Помню Васю и совсем в другом, прямо противоположном обличье, когда зимою шестьдесят пятого он заявился к нам, — а жили мы тогда в кооперативной пятиэтажке в Марьиной роще, — в расстегнутом белом нагольном тулупе, в меховой шапке. Несколько дней тому назад мы встретились с ним в автобусе, и Вася запомнил наш новый адрес. Был он навеселе, а когда мы выпили мои запасы молдавского коньяка и сходили в магазин за подкреплением, разговор забрался в такие выси, откуда мы уже выбраться не могли. И Вася остался у нас ночевать…
Недавно я разговаривал с режиссерами Ренитой и Юрием Григорьевыми, которые учились во ВГИКе курсом старше в мастерской С. А. Герасимова. Они хорошо знали и Васю, и Андрея. У Григорьевых сохранилась фотография Шукшина и Тарковского в их квартире на Комсомольском проспекте. Вот что рассказывает Григорьев: «В 1962 году Шукшин жил у нас несколько месяцев. Однажды мы собрались поужинать. С нами была Лида Александрова, актриса, недавно закончившая ВГИК. Только сели за стол, как раздался телефонный звонок. Андрей Тарковский сказал, что они с Ирой (это его первая жена) заедут в гости. Василий, узнав об этом, недовольно крякнул — видимо, у него были свои планы на вечер. Вскоре появились Андрей с Ирой, и началось веселое застолье. Бутылка водки на пятерых подняла настроение, и Лида сказала: „Ну что мы так сидим? Есть в доме какая-нибудь музыка?“ Я поставил американскую пластинку. Лида выдернула Андрея из-за стола, и они принялись отплясывать нечто в духе рок-н-ролла. Андрей недавно вернулся из Италии, где он получил венецианского „Льва“ за фильм „Иваново детство“. На нем колом стояли настоящие американские джинсы с отворотами до колен (в то время редкая заморская диковина). Василий сидел за столом угрюмый и дымил „Примой“. Неожиданно он сказал:
— А знаете, ребятки, я вас всех обойду. И тебя, Андрюха, и тебя, Рениток, и тебя, Юрка.
— Зачем обходить, — изумился Андрей, — мы посторонимся, пожалуйста, проходи.

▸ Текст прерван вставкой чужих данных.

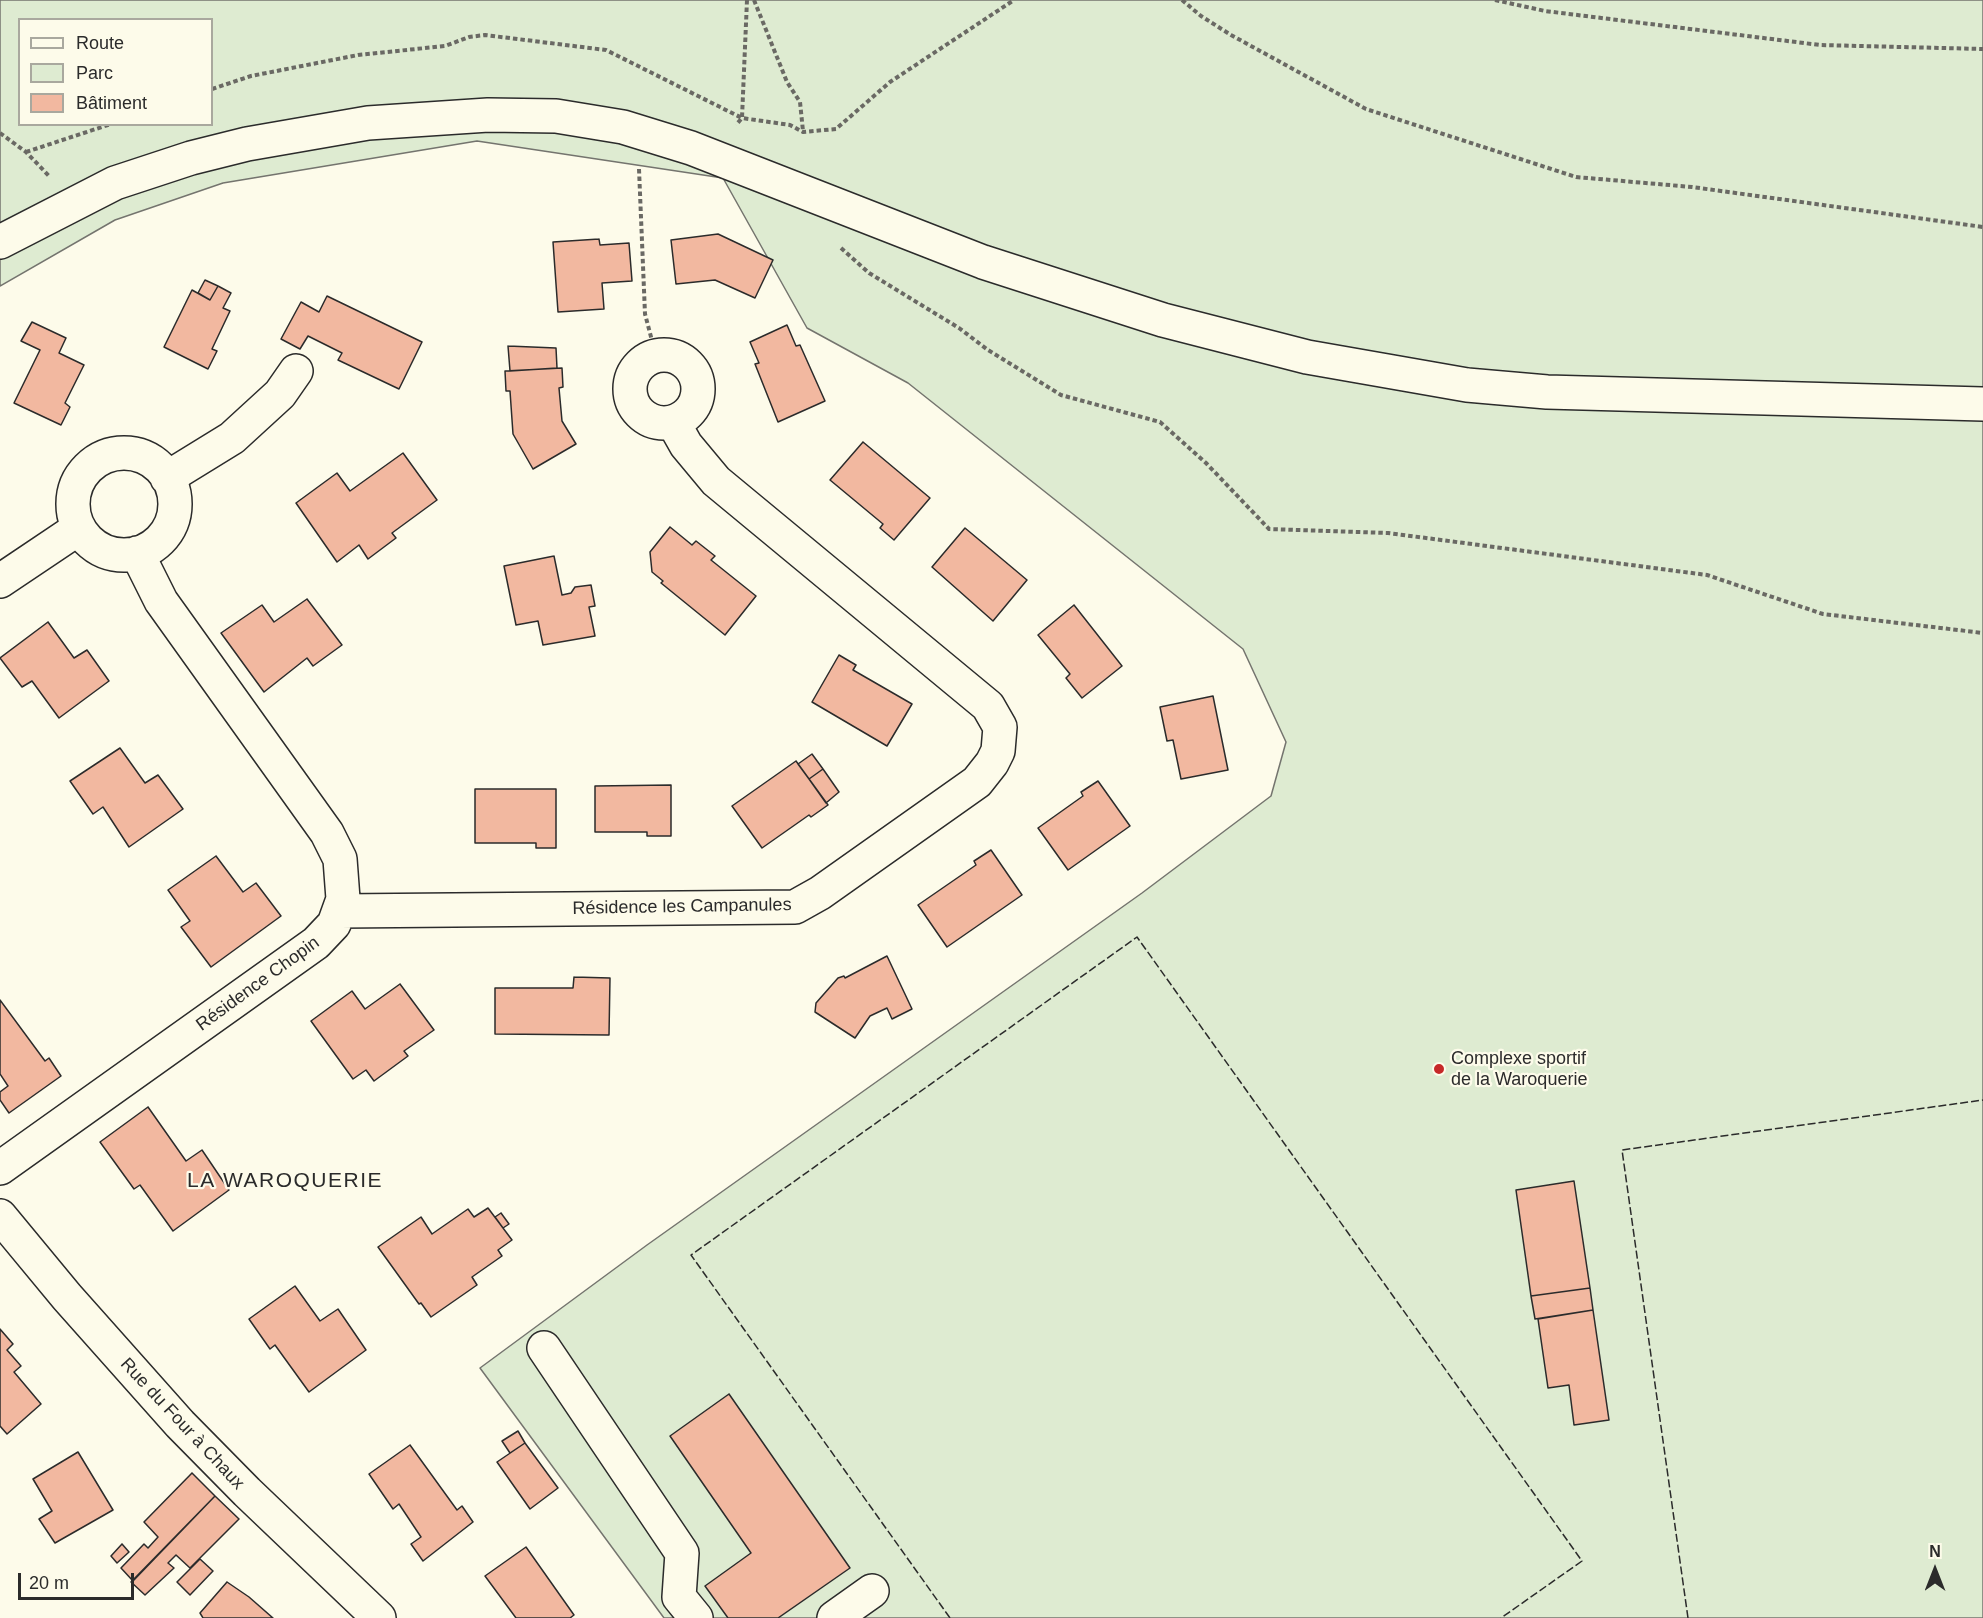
<!DOCTYPE html>
<html>
<head>
<meta charset="utf-8">
<style>
  body { margin:0 }
  #map { position:relative; width:1983px; height:1618px; overflow:hidden; background:#fdfbea; font-family:Helvetica,sans-serif }
  canvas { display:block }
  .legend { position:absolute; left:18px; top:18px; width:195px; height:108px; box-sizing:border-box; background:#fdfbea; border:2px solid #a9a89e; margin:0; padding:8px 10px; list-style:none; font-size:18px; color:#2b2b2b }
  .legend li { display:flex; align-items:center; gap:12px; height:30px }
  .legend b { width:30px; border:2px solid #a9a89e }
  .north { position:absolute; left:1905px; top:1540px; width:60px; height:60px; -webkit-text-stroke:4px #fdfbea; paint-order:stroke; rotate:0deg; font-size:16px; font-weight:700; line-height:24px; text-align:center; color:#2b2b2b }
  .north::after { content:''; display:block; margin:auto; width:21px; height:27px; background:#2b2b2b; clip-path:polygon(50% 0,100% 100%,50% 72%,0 100%) }
  .scale { position:absolute; left:18px; top:1573px; width:116px; height:27px; box-sizing:border-box; border:3px solid #2b2b2b; border-top:0; padding-left:8px; font-size:18px; line-height:21px; white-space:nowrap; color:#2b2b2b; -webkit-text-stroke:4px #fdfbea; paint-order:stroke }
</style>
</head>
<body>
<div id="map">
<canvas width="1983" height="1618"></canvas>
<ul class="legend">
<li><b style="height:8px;background:#fdfbea"></b>Route</li>
<li><b style="height:16px;background:#deebd1"></b>Parc</li>
<li><b style="height:16px;background:#f2b8a0"></b>Bâtiment</li>
</ul>
<div class="north">N</div>
<div class="scale">20 m</div>
</div>
<script>
const g = document.querySelector('canvas').getContext('2d');
g.lineJoin = 'round';
function fillPath(path, color) { g.fillStyle = color; g.fill(path, 'evenodd'); }
const toPath = rows => new Path2D(rows.map(r => 'M' + r).join(''));
function stroke(path, color, width, dash) { g.strokeStyle = color; g.lineWidth = width; g.lineCap = dash ? 'butt' : 'round'; g.setLineDash(dash || []); g.stroke(path); }
function label(font, color, halo, rows, align = 'center') {
  g.font = font + ' Helvetica,sans-serif'; g.lineWidth = 4.5; g.setLineDash([]); g.textBaseline = 'middle'; g.strokeStyle = halo; g.fillStyle = color; for (const [text, x, y, turn = 0] of rows) {
    g.save(); g.translate(x, y); g.rotate((+turn || 0) * Math.PI / 180); g.textAlign = isNaN(turn) ? turn : align; if (halo) g.strokeText(text, 0, 0); g.fillText(text, 0, 0); g.restore();
  }
}
const green = toPath([
  [0,0,1983,0,1983,1618,664,1618,480,1368,647,1245,1142,893,1271,796,1286,742,1243,649,908,383,807,328,723,178,477,141,223,183,115,220,0,286,0,0],
  [20,20,212,20,212,124,20,124,20,20]
]);
fillPath(green, '#deebd1');
stroke(green, '#74746e', 1.5);
const building = toPath([
  [718,234,773,260,755,298,715,280,676,284,671,240,718,234],
  [599,239,600,245,629,243,632,281,602,283,604,309,558,312,553,242,599,239],
  [205,280,218,286,210,300,198,293,205,280],
  [218,286,231,293,223,308,230,311,212,349,217,351,208,369,164,347,192,290,210,300,218,286],
  [327,296,422,342,399,389,338,360,342,353,308,336,300,349,281,339,301,302,319,312,327,296],
  [32,322,66,338,59,353,84,365,65,403,70,407,61,425,14,403,40,350,21,341,32,322],
  [787,325,796,346,800,345,825,401,778,422,755,364,759,363,750,342,787,325],
  [508,346,556,348,557,368,510,371,508,346],
  [562,368,563,387,559,388,562,421,576,444,533,469,513,434,510,391,506,391,505,371,562,368],
  [863,442,930,498,894,540,880,528,883,524,830,480,863,442],
  [403,453,437,500,392,533,396,538,368,559,359,545,337,562,296,503,337,473,350,491,403,453],
  [670,527,692,545,696,541,715,556,711,560,756,596,725,635,661,583,663,581,652,572,650,552,670,527],
  [965,528,1027,580,993,621,932,567,965,528],
  [554,556,562,595,571,593,575,587,591,585,595,606,589,607,595,636,543,645,538,621,516,625,504,566,554,556],
  [307,599,342,645,313,666,307,658,264,692,221,633,262,605,274,622,307,599],
  [1074,605,1122,666,1082,698,1066,678,1070,674,1038,635,1074,605],
  [48,622,74,658,87,650,109,681,59,718,32,681,22,687,0,658,48,622],
  [839,655,856,665,853,670,912,704,887,746,812,702,839,655],
  [1213,696,1228,770,1181,779,1173,740,1167,741,1160,707,1213,696],
  [120,748,145,783,158,775,183,809,129,847,103,807,93,814,70,781,120,748],
  [812,754,823,769,809,779,798,764,812,754],
  [796,761,828,805,811,817,809,815,762,848,732,806,796,761],
  [823,769,839,792,826,803,809,779,823,769],
  [1098,781,1130,826,1068,870,1038,828,1083,796,1081,792,1098,781],
  [671,785,671,836,647,836,647,832,595,832,595,786,671,785],
  [475,789,556,789,556,848,536,848,536,843,475,843,475,789],
  [991,850,1022,895,947,947,918,905,976,865,974,861,991,850],
  [216,856,243,892,256,883,281,916,211,967,181,927,190,921,168,890,216,856],
  [887,956,912,1009,892,1019,887,1008,870,1016,855,1038,815,1012,816,1003,838,978,844,976,845,978,887,956],
  [574,977,610,978,609,1035,495,1034,495,988,573,988,574,977],
  [400,984,434,1030,404,1051,408,1056,374,1081,366,1070,353,1079,311,1021,352,991,365,1009,400,984],
  [0,1000,45,1061,49,1058,61,1076,9,1113,0,1100,0,1092,8,1086,0,1074,0,1000],
  [148,1107,186,1161,202,1150,229,1190,173,1231,140,1185,134,1189,100,1142,148,1107],
  [1574,1181,1590,1288,1531,1296,1516,1190,1574,1181],
  [488,1208,512,1240,498,1250,502,1256,472,1277,477,1285,431,1317,421,1303,419,1304,378,1247,421,1217,432,1234,468,1209,474,1217,488,1208],
  [501,1213,509,1224,503,1228,495,1217,501,1213],
  [295,1286,320,1321,338,1309,366,1350,309,1392,275,1345,270,1349,249,1319,295,1286],
  [1590,1288,1593,1310,1535,1319,1531,1296,1590,1288],
  [1593,1310,1609,1420,1574,1425,1569,1385,1548,1388,1538,1319,1593,1310],
  [0,1329,13,1344,7,1350,21,1366,14,1372,41,1404,7,1434,0,1426,0,1329],
  [729,1394,850,1568,778,1618,728,1618,705,1586,751,1553,670,1436,729,1394],
  [518,1431,525,1443,510,1453,502,1441,518,1431],
  [525,1443,558,1488,530,1509,497,1462,525,1443],
  [410,1445,457,1510,462,1506,473,1522,423,1561,411,1544,421,1537,399,1504,393,1509,369,1474,410,1445],
  [78,1452,113,1510,55,1543,39,1519,52,1511,33,1479,78,1452],
  [192,1473,215,1496,133,1581,121,1568,144,1544,148,1548,158,1537,144,1522,192,1473],
  [215,1496,239,1519,190,1568,176,1555,168,1563,174,1568,145,1595,131,1582,215,1496],
  [122,1544,129,1552,117,1563,111,1556,122,1544],
  [526,1547,574,1615,570,1618,516,1618,485,1576,526,1547],
  [200,1559,213,1571,190,1595,177,1582,200,1559],
  [227,1582,249,1597,273,1618,203,1618,200,1613,227,1582]
]);
fillPath(building, '#f2b8a0');
stroke(building, '#2b2b2b', 1.5);
const minor = toPath([
  [0,242,115,183,191,158,247,144,368,123,488,115,556,116,623,127,691,148,983,262,1163,320,1307,357,1467,385,1547,392,1983,404],
  '630 389a34 34 0 1 1 68 0a34 34 0 1 1-68 0Z',
  '73 504a51 51 0 1 1 102 0a51 51 0 1 1-102 0Z',
  [167,478,232,438,280,394,296,371],
  [0,581,79,528],
  [340,911,795,907,820,893,977,782,992,763,998,751,1000,727,988,706,716,481,686,445,673,422],
  [0,1168,316,943,334,924,343,899,340,859,327,833,161,601,137,553],
  [0,1216,67,1297,180,1424,247,1492,379,1618],
  [544,1348,682,1553,679,1597,696,1618],
  [834,1618,872,1591]
]);
stroke(minor, '#2b2b2b', 36);
stroke(toPath([
  [747,0,742,118,790,125,803,132,836,129,890,82,1014,0],
  [754,0,787,82,800,102,803,131],
  [1182,0,1201,16,1231,35,1366,109,1576,177,1692,187,1983,227],
  [1495,0,1545,11,1820,45,1983,49],
  [212,89,251,76,358,55,445,46,469,37,485,35,606,50,742,118,736,125],
  [0,133,26,152,50,177],
  [26,152,111,124],
  [639,169,645,314,656,356],
  [841,248,869,273,959,328,988,350,1061,395,1160,422,1206,463,1269,529,1388,533,1707,575,1823,614,1983,633]
]), '#6a6964', 4, [4.5, 3]);
stroke(minor, '#fdfbea', 33);
stroke(toPath([
  [950,1618,691,1255,1137,937,1582,1561,1501,1618],
  [1688,1618,1622,1150,1983,1100]
]), '#2b2b2b', 1.5, [8, 3]);
for (const [x, y, r, color] of [
  [1439,1069,6,"#c62828"]
]) { const dot = new Path2D(); dot.arc(x, y, r, 0, 2 * Math.PI); g.fillStyle = color; g.fill(dot); stroke(dot, '#fdfbea', 2); }
label('18px', '#2b2b2b', '#fdfbea', [
  ["Résidence les Campanules",682,907,-1],
  ["Résidence Chopin",258,984,-36],
  ["Rue du Four à Chaux",182,1424,47]
]);
label('18px', '#2b2b2b', '#fdfbea', [
  ["Complexe sportif",1451,1059],
  ["de la Waroquerie",1451,1080]
], 'left');
g.letterSpacing = '1.5px';
label('21px', '#2b2b2b', '#fdfbea', [
  ["LA WAROQUERIE",285,1181]
]);
g.letterSpacing = '0px';
</script>
</body>
</html>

— Нет, — Василий сжал кулаки, — вы сопротивляйтесь. Я не люблю, когда мне зажигают зеленый свет».
Герои первых фильмов Шукшина не были похожи на героев других его картин. Их отличали непосредственность, открытость, наивная вера в добро, порой нелепость поступков. Первые свои фильмы Шукшин снимал с оператором Валерием Гинзбургом — родным братом Александра Галича. Гинзбург работал в манере документального кино, чего добивался и сам Шукшин, но это делало фильмы старомодными по форме и не составляло, собственно, художественного прорыва (за исключением прекрасного на все времена и очень тонкого фильма «Живет такой парень»)…
Мои мысли прервали гудки автомобилей. Москва знала о похоронах Василия Шукшина, и десятки машин прощались с режиссером длинными гудками.
Повернул голову, что-то толкнуло — вижу Анатолия Заболоцкого, последнего оператора Шукшина, с которым он снял «Печки-лавочки» и «Калину красную». Вспомнились его рассказы о поездке с Шукшиным в Астрахань.
У Шукшина была мечта, которой он отдал много сил, — снять фильм о Стеньке Разине и сыграть в нем главную роль. Но начальство Госкино, отмечая написанный Шукшиным талантливый сценарий, всячески тормозило его запуск, и Шукшину ничего не оставалось, как снимать другие фильмы. Вскоре у него произошла знаменательная встреча с Анатолием Заболоцким — человеком для Шукшина безгранично интересным и полезным, оператором зрелым, европейского уровня. Тогда они и сняли «Печки-лавочки». Изобразительная форма фильма сделала фильм Шукшина более гибким и эмоциональным, а главное — помогла раскрыть режиссерский замысел. Уверен, что последние фильмы Шукшина были подготовкой к съемкам «Степана Разина», и тут лучшего соавтора, чем Анатолий Заболоцкий, ему было не найти.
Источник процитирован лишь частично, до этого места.